Hot coffee, a hard run, morning silence and music — and my son reaching out to hold my hand (he’s 10!) when we leave school. My boys are not little anymore, and I savor being their number one girl while I can.
What music or podcasts do you like to listen to?
Standup comedy on SiriusXM. I’ve been known to be alone in the car and have a great belly laugh.
What would be your ideal way to spend the weekend?
Discovering my son’s and my shared love of the Kacey Musgraves song “Rainbow” made a recent weekend awesome. I get my energy from people, and I love being outdoors. I love thoughtful conversation. An ideal weekend … could be a spontaneous weekend cookout, a family outing or getting dressed up for a night out. These all bring joy and create memories.
What could you give a 40-minute presentation on with absolutely no preparation?
Just about anything — Memphis and why I’ve called Memphis home for 20 years, the Grizzlies circa 2001 to 2013, running as a metaphor for life …
What’s the most surprising self-realization you’ve had?

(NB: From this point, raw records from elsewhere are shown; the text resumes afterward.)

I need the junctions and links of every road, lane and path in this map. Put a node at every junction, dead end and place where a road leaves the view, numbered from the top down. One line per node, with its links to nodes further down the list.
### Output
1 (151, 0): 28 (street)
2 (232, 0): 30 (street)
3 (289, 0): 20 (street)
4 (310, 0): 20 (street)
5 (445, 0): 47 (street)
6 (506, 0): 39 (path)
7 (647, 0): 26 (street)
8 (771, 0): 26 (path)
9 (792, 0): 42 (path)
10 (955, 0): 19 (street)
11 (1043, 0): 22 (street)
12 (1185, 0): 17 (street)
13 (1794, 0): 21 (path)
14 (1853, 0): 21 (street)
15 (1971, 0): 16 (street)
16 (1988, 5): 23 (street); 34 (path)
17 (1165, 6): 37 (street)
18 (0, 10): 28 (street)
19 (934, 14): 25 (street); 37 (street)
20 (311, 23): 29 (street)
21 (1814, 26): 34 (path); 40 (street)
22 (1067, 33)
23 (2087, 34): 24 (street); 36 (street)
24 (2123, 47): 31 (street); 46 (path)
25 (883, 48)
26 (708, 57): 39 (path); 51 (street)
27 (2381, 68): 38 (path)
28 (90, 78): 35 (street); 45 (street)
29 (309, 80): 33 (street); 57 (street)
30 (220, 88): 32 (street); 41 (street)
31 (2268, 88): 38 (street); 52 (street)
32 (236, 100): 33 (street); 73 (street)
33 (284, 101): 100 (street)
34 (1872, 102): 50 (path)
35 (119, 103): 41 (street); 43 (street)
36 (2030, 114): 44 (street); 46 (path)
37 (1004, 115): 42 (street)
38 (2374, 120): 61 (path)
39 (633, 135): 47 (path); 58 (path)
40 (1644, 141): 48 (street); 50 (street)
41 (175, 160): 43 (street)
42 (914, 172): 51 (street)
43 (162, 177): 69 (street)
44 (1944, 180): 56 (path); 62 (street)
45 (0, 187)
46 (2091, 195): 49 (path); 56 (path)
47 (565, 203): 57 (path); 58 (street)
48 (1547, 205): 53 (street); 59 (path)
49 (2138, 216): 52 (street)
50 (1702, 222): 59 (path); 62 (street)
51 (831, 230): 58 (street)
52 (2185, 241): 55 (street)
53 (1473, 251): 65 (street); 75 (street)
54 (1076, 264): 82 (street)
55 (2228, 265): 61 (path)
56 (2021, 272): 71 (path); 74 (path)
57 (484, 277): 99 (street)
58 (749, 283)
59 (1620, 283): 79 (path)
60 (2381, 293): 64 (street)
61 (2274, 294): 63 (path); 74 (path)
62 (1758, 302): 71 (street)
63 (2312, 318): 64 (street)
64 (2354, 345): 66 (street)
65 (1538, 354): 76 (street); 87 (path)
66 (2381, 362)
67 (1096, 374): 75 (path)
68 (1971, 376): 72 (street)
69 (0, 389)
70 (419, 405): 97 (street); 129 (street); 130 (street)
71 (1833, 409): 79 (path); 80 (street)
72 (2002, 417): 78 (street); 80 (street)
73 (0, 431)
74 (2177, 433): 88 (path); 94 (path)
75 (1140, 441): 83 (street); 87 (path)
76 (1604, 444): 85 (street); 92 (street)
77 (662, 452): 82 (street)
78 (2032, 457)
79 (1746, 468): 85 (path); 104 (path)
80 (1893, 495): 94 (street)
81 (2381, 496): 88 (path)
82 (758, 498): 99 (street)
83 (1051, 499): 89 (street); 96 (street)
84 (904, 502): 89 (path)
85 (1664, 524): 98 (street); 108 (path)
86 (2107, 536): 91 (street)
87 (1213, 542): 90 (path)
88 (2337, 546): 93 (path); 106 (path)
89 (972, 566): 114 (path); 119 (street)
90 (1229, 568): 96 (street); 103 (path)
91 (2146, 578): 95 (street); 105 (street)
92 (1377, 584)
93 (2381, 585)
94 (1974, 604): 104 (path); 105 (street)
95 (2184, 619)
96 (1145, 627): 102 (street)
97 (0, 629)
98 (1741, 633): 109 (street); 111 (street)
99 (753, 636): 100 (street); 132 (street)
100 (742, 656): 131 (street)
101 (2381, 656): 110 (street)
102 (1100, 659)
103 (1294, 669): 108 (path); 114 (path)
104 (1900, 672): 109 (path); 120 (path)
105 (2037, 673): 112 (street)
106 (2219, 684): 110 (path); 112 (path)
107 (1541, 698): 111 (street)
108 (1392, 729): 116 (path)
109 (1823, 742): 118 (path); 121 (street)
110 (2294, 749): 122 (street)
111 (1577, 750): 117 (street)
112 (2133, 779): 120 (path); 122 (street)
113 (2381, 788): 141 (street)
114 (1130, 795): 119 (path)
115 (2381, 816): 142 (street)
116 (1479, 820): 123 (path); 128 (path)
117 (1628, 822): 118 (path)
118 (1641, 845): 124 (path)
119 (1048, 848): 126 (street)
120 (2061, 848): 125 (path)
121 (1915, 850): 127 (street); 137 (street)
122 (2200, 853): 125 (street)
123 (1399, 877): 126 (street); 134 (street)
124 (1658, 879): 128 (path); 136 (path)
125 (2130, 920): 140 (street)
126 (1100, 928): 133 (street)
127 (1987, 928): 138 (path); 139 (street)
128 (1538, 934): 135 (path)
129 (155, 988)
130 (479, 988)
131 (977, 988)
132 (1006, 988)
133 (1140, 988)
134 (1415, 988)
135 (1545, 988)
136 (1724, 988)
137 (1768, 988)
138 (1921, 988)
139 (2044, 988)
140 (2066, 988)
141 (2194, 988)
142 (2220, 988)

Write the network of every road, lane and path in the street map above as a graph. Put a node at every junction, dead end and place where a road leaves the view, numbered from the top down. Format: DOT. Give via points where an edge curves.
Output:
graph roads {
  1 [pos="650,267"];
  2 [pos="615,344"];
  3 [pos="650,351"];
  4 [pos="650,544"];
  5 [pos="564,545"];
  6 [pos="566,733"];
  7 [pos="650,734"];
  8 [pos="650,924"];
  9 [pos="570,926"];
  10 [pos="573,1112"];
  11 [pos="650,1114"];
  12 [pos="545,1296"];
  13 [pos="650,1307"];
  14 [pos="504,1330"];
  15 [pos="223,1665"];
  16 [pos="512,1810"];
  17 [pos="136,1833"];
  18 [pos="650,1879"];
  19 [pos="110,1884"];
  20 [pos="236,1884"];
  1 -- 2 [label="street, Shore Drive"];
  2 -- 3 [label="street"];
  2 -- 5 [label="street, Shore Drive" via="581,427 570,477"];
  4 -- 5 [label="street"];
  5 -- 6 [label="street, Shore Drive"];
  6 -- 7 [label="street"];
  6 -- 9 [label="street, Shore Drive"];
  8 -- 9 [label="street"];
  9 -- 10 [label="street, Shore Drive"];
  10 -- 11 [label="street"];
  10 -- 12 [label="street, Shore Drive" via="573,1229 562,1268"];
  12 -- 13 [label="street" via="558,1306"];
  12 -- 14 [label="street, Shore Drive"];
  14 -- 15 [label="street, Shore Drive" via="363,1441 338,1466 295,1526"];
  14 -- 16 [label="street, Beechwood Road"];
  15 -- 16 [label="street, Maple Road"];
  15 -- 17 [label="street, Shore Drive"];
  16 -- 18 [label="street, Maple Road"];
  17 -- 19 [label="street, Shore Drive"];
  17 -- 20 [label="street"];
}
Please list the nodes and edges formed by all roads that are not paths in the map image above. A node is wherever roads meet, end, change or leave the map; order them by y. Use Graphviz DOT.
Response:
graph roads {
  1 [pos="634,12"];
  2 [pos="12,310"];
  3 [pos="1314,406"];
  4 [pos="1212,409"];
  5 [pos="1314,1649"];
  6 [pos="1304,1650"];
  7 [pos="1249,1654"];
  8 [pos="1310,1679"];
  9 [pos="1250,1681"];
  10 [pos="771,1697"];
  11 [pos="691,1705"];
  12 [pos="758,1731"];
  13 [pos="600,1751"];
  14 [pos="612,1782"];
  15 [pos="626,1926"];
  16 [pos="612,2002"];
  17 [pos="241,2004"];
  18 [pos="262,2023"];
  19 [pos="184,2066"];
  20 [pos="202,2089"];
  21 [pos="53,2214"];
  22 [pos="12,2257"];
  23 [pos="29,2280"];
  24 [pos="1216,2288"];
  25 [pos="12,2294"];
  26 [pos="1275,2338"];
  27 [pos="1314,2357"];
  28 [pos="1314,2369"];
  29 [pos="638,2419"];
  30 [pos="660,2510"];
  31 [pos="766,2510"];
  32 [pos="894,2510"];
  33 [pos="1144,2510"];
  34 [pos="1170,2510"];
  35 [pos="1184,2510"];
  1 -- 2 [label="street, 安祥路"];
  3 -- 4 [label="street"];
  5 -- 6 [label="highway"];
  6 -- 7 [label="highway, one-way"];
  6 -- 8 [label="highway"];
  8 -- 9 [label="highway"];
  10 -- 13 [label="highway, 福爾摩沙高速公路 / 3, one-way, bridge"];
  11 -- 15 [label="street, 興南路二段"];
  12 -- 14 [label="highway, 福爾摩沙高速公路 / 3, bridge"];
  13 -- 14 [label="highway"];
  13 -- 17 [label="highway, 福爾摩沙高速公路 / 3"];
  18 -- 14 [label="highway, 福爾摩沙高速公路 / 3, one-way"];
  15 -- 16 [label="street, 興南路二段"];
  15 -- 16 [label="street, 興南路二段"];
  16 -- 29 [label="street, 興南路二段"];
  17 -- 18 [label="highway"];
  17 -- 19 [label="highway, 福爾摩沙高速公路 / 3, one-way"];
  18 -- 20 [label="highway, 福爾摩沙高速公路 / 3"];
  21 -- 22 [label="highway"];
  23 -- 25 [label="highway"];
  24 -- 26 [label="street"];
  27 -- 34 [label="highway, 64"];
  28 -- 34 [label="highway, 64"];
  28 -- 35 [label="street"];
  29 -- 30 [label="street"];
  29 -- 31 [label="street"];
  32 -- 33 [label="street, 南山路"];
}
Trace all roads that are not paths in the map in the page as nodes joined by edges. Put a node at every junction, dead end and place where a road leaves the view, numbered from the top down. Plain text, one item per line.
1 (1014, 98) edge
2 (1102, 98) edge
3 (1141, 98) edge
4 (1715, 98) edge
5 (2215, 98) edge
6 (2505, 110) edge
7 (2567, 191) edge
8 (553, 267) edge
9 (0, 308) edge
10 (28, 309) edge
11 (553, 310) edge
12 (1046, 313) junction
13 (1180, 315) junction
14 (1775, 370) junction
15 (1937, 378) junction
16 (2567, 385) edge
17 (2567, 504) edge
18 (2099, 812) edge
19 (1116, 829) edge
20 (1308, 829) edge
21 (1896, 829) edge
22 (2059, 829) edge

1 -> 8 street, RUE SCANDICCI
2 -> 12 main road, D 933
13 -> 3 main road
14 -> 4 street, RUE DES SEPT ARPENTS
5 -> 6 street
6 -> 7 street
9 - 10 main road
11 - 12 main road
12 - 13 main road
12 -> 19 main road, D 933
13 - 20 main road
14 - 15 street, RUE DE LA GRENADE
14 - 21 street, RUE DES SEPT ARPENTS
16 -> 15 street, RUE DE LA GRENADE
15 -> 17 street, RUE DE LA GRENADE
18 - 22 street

Running is my medicine, my mindfulness, my mood booster. It has also been very powerful in helping me to focus and set goals. Through running, I have made great friends, and it’s much more of the social sport than people might realize.
Best piece of advice?
When I was finishing the new Memphis Fellows program and a few weeks from having my first child, someone told me to remember that when you say ‘yes’ to one thing, you say ‘no’ to another. I originally saw this as advice about prioritizing, but as life has evolved, I realize there is a deeper meaning spiritually and emotionally … oftentimes you have to choose to see that good can come from doubt and challenges. When you are mentoring others and parenting, you must choose your words wisely. It all boils down to saying ‘yes’ to one thing is saying ‘no’ to another.
What are three things you can’t live without, aside from faith, family and friends?
Nalgene water bottle — I’m very aware that I have saved a heck of a lot of plastic water bottles from the landfill; coffee first thing in the morning; and my smartphone — I use my phone to listen to podcasts and decompress and learn on the run.
Thanks to Jenny for chatting with us, and thanks to Elizabeth Looney for the beautiful photos!